Years of working as a go-go dancer has enriched Stamos’s reservoir of creative choices when it comes to creating his own work. This influence is especially evident in pieces like Schatje, which explores ideas of sexuality and gender.

“The intensity of the performance and the focus and the directness is something that can very easily be transmitted into work on the stage that you can see in a body state, an attitude, a comfort with your own sexuality,” says Stamos. “We do have sexual readings on the way we move, and that’s part of the choice of a dancer that you have at your palette to play with. In the modern dance world, people don’t talk about this usually—you know, guys are guys and girls are girls and ‘can we have two guys in two suits and two girls in two Lycra dresses please?’”

Schatje toys with traditional expectations of masculinity and femininity, and questions the differences—behavioural, not anatomical—between men and women. It also delves into the politics of flirting and investigates “what happens between people and how people negotiate those sorts of situations.” Schatje’s tension is heightened by the nightclub setting, where the “very plastic and kind of throw-away pop culture element to the environment,” is at direct odds with “these really fragile human things, like how people feel about themselves.”

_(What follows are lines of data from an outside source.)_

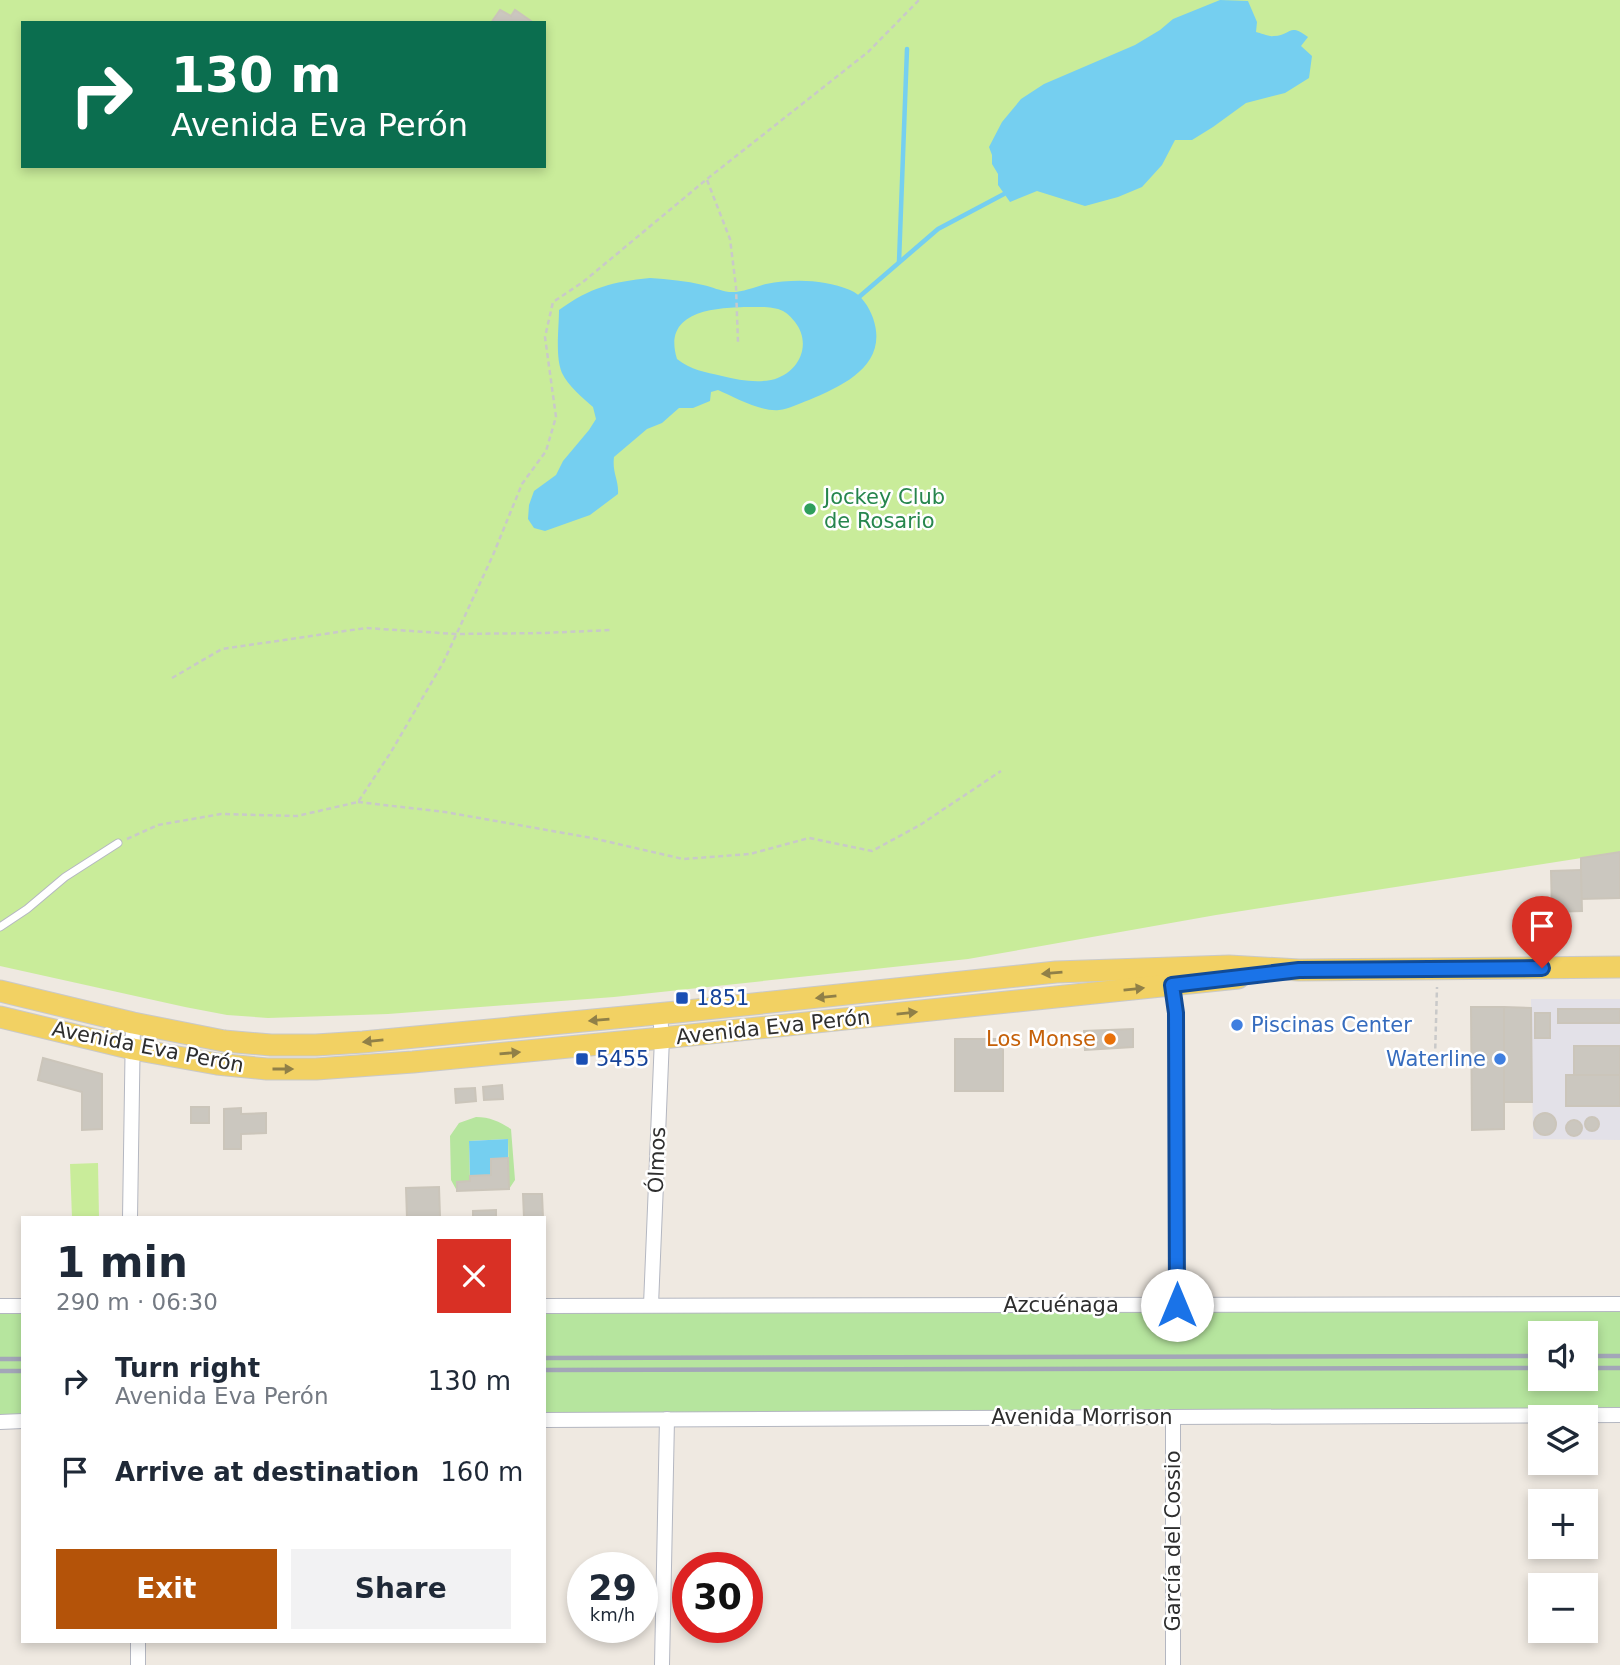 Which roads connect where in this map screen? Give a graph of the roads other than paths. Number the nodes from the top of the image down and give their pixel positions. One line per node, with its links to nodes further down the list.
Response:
1 (118, 843): 2 (lane)
2 (0, 928)
3 (1620, 967): 4 (main road, Avenida Eva Perón)
4 (1171, 976): 6 (main road, Avenida Eva Perón, one-way to 6); 9 (main road, Avenida Eva Perón, one-way to 4); 13 (street)
5 (0, 991): 8 (main road, Avenida Eva Perón)
6 (660, 1014): 8 (main road, Avenida Eva Perón, one-way to 8); 9 (street, Ólmos)
7 (0, 1017): 10 (main road, Avenida Eva Perón)
8 (133, 1023): 10 (street)
9 (662, 1038): 10 (main road, Avenida Eva Perón, one-way to 9); 17 (street, Ólmos)
10 (133, 1049): 11 (street)
11 (130, 1216)
12 (1620, 1304): 13 (street, Azcuénaga)
13 (1177, 1305): 17 (street, Azcuénaga)
14 (0, 1306): 15 (street)
15 (21, 1306)
16 (546, 1306): 17 (street, Azcuénaga)
17 (651, 1306)
18 (1620, 1415): 19 (street, Avenida Morrison)
19 (1173, 1417): 21 (street, Avenida Morrison); 27 (street, García del Cossio)
20 (546, 1419): 21 (street, Avenida Morrison)
21 (667, 1419): 26 (street)
22 (0, 1422): 23 (street)
23 (21, 1422)
24 (138, 1643): 25 (street)
25 (138, 1665)
26 (662, 1665)
27 (1173, 1665)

“With Schatje there’s a look at the surface, the glossy pop surface, and then there’s also a look at what’s underneath that, which is maybe not as pretty,” says Stamos. “Often there’s this dynamic in life where if you have something that’s sort of disturbing there’s this tendency in our culture to put a glossed-over picture over it. Schatje is operating in that world.”

Reservoir, on the other hand, is “over all that.”

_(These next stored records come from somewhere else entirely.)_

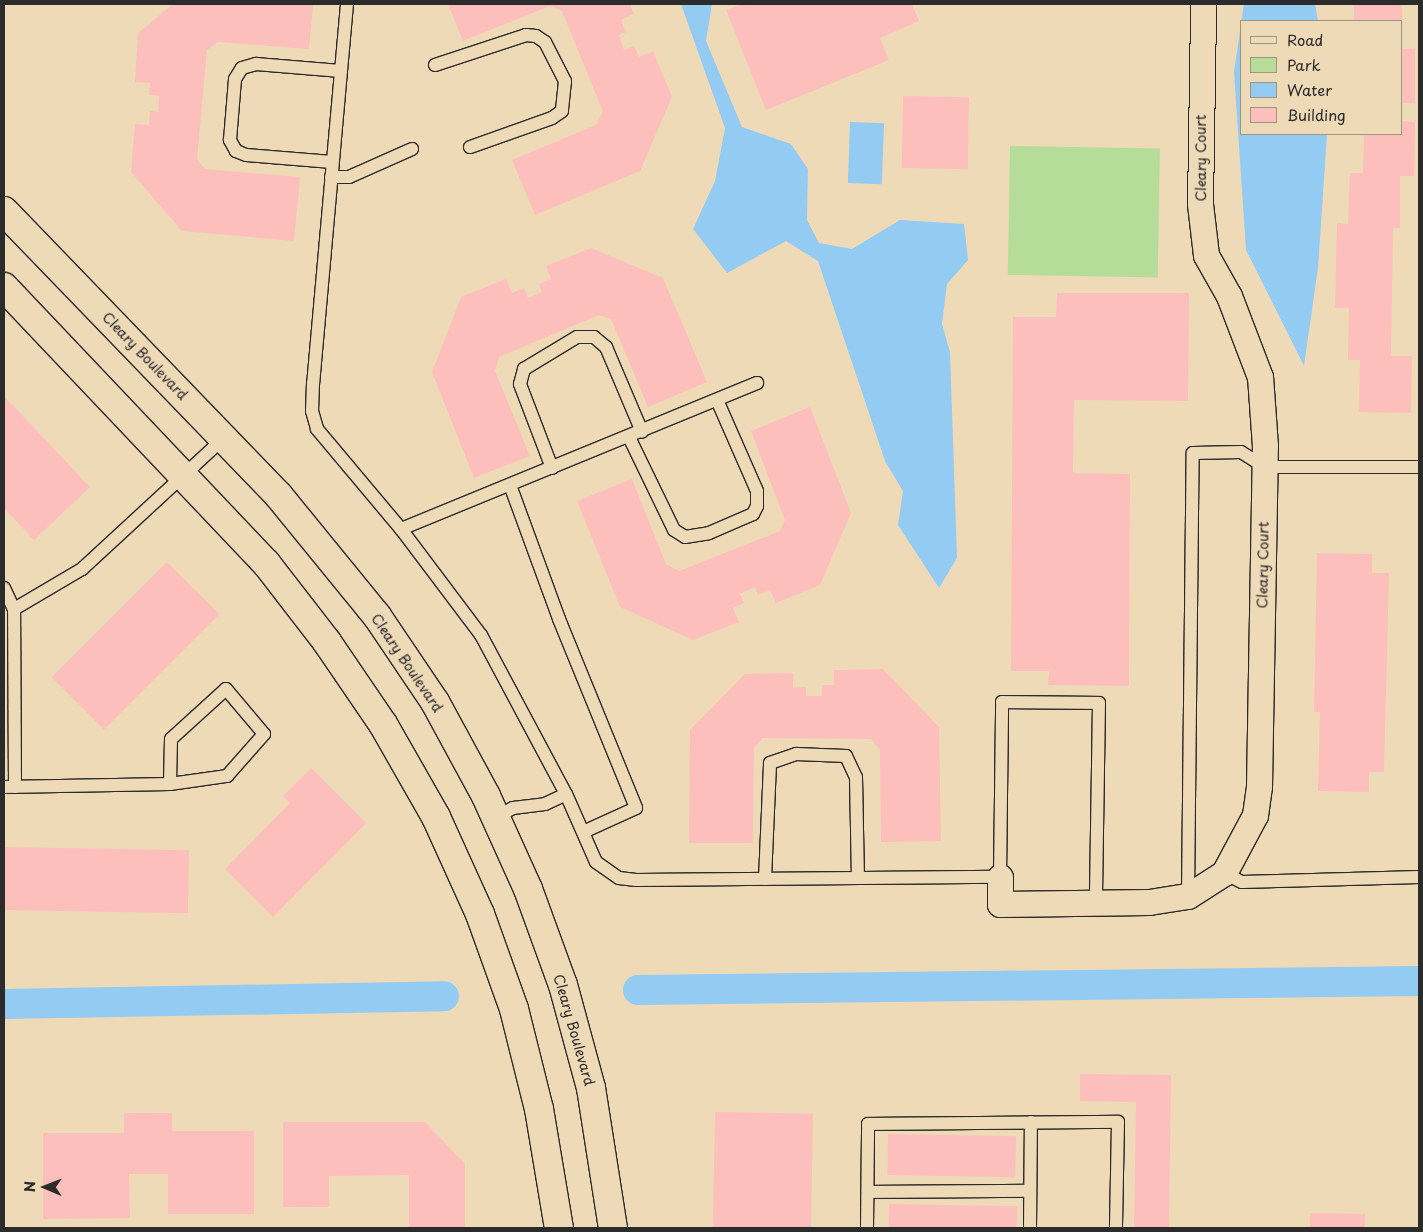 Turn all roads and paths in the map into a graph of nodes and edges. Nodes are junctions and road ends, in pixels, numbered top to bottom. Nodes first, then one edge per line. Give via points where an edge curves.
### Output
1 (347, 4) edge
2 (1203, 4) edge
3 (434, 65) dead end
4 (341, 71) junction
5 (470, 147) dead end
6 (412, 149) dead end
7 (332, 162) junction
8 (331, 177) junction
9 (4, 211) edge
10 (4, 287) edge
11 (757, 383) dead end
12 (717, 400) junction
13 (642, 432) junction
14 (629, 437) junction
15 (224, 438) junction
16 (1265, 467) junction
17 (1419, 467) edge
18 (552, 468) junction
19 (183, 476) junction
20 (510, 485) junction
21 (401, 529) junction
22 (4, 588) edge
23 (14, 609) junction
24 (170, 784) junction
25 (10, 787) edge
26 (566, 794) junction
27 (496, 817) junction
28 (583, 832) junction
29 (1224, 873) junction
30 (1419, 877) edge
31 (858, 878) junction
32 (1000, 878) junction
33 (765, 879) junction
34 (1188, 896) junction
35 (1096, 902) junction
36 (1031, 1122) junction
37 (1030, 1191) junction
38 (868, 1192) junction
39 (559, 1228) edge
40 (613, 1228) edge
41 (867, 1228) edge
42 (1030, 1228) edge
43 (1116, 1228) edge

1 - 4 lane
2 - 16 street, Cleary Court via 1200,204 1206,255 1229,296 1260,377
3 - 5 lane via 526,35 536,36 545,42 565,80 562,111 552,118
4 - 7 lane
4 - 7 lane via 256,64 242,68 235,79 230,140 236,151 246,155
6 - 8 lane via 350,177
7 - 8 lane
8 - 21 lane via 312,411 317,428
9 - 15 street, Cleary Boulevard
10 - 19 street
11 - 12 lane
12 - 13 lane
12 - 14 lane via 757,491 757,506 753,514 709,533 685,537 674,530
13 - 14 lane
13 - 18 lane via 606,347 594,337 577,337 524,369 520,384
14 - 18 lane
15 - 19 lane
15 - 27 street, Cleary Boulevard via 279,496 377,616 435,702
16 - 17 lane
16 - 29 street, Cleary Court via 1259,786 1255,814
16 - 34 lane via 1241,452 1192,453
18 - 20 lane
19 - 23 lane via 82,569
19 - 39 street via 266,563 327,642 383,724 436,818 480,914 514,1009 539,1109
20 - 21 lane
20 - 28 lane via 559,619 636,808
21 - 26 lane via 481,635
22 - 23 lane
23 - 25 lane
24 - 24 lane via 226,776 264,734 226,689 171,739
24 - 25 lane
26 - 27 lane via 545,804 513,808
26 - 28 lane
27 - 40 street, Cleary Boulevard via 528,889 563,985 591,1088
28 - 33 lane via 596,862 619,878
29 - 30 lane via 1242,882
29 - 34 street, Cleary Court
31 - 32 lane
31 - 33 lane
31 - 33 lane via 856,777 846,756 796,754 770,764
32 - 35 street, Cleary Court via 1000,904
32 - 35 lane via 1002,702 1099,704
34 - 35 street, Cleary Court via 1149,902
36 - 37 lane
36 - 38 lane via 868,1124
36 - 43 lane via 1118,1122
37 - 38 lane
37 - 42 lane
38 - 41 lane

“I definitely think it’s a more mature piece, in terms of the psychology of it,” says Stamos. “A lot of the questions raised in Schatje are more, perhaps, adolescent, although they still permeate your life.”

Reservoir takes its title from the hidden reservoirs within each of us that we call on to get ourselves through difficult times. “We all have to deal with stress, we all have to deal with problems, so what’s our reservoir of strength?” asks Stamos. “What do we pull on?

“When you asked yourself that, ‘what are our reservoirs,’ they’re huge. It’s amazing, especially when you see people dealing with traumatic situations, the reservoirs that kick in. Like the classic story about the mother who lifts the car to save her child. There’s this incredible reservoir that’s sitting there, whether it be on a chemical level—a certain amount of adrenaline that’s reserved for 30 seconds—or whether it’s psychological. It’s all that. Energetically I’m trying to taste that…to turn the valve up a little bit....”

So what is it about dance that makes it such a powerful medium of expression?

“I don’t think dance always is so powerful,” laughs Stamos, “but I think dance can be a very powerful medium because there are things that can be transmitted through dance and performance that cannot be transmitted any other way. We can talk about it, write about it, paint it, video it, but the live performance and what happens with the live performance, it’s the only context that that can be transmitted in. I see it as a really unique art form.

“What I’m impressed with when I see dance that I like, is how it’s able to cover the psychological, spiritual, physical, all different levels can be transmitted. And I find that really satisfying. That way you can receive, as an audience, something that you feel inside your body, you have an idea about it. Plus there’s an aesthetic going on too. It’s very exciting. It’s really hard to get it, but that’s what my focus is on. To work all the different levels that are there."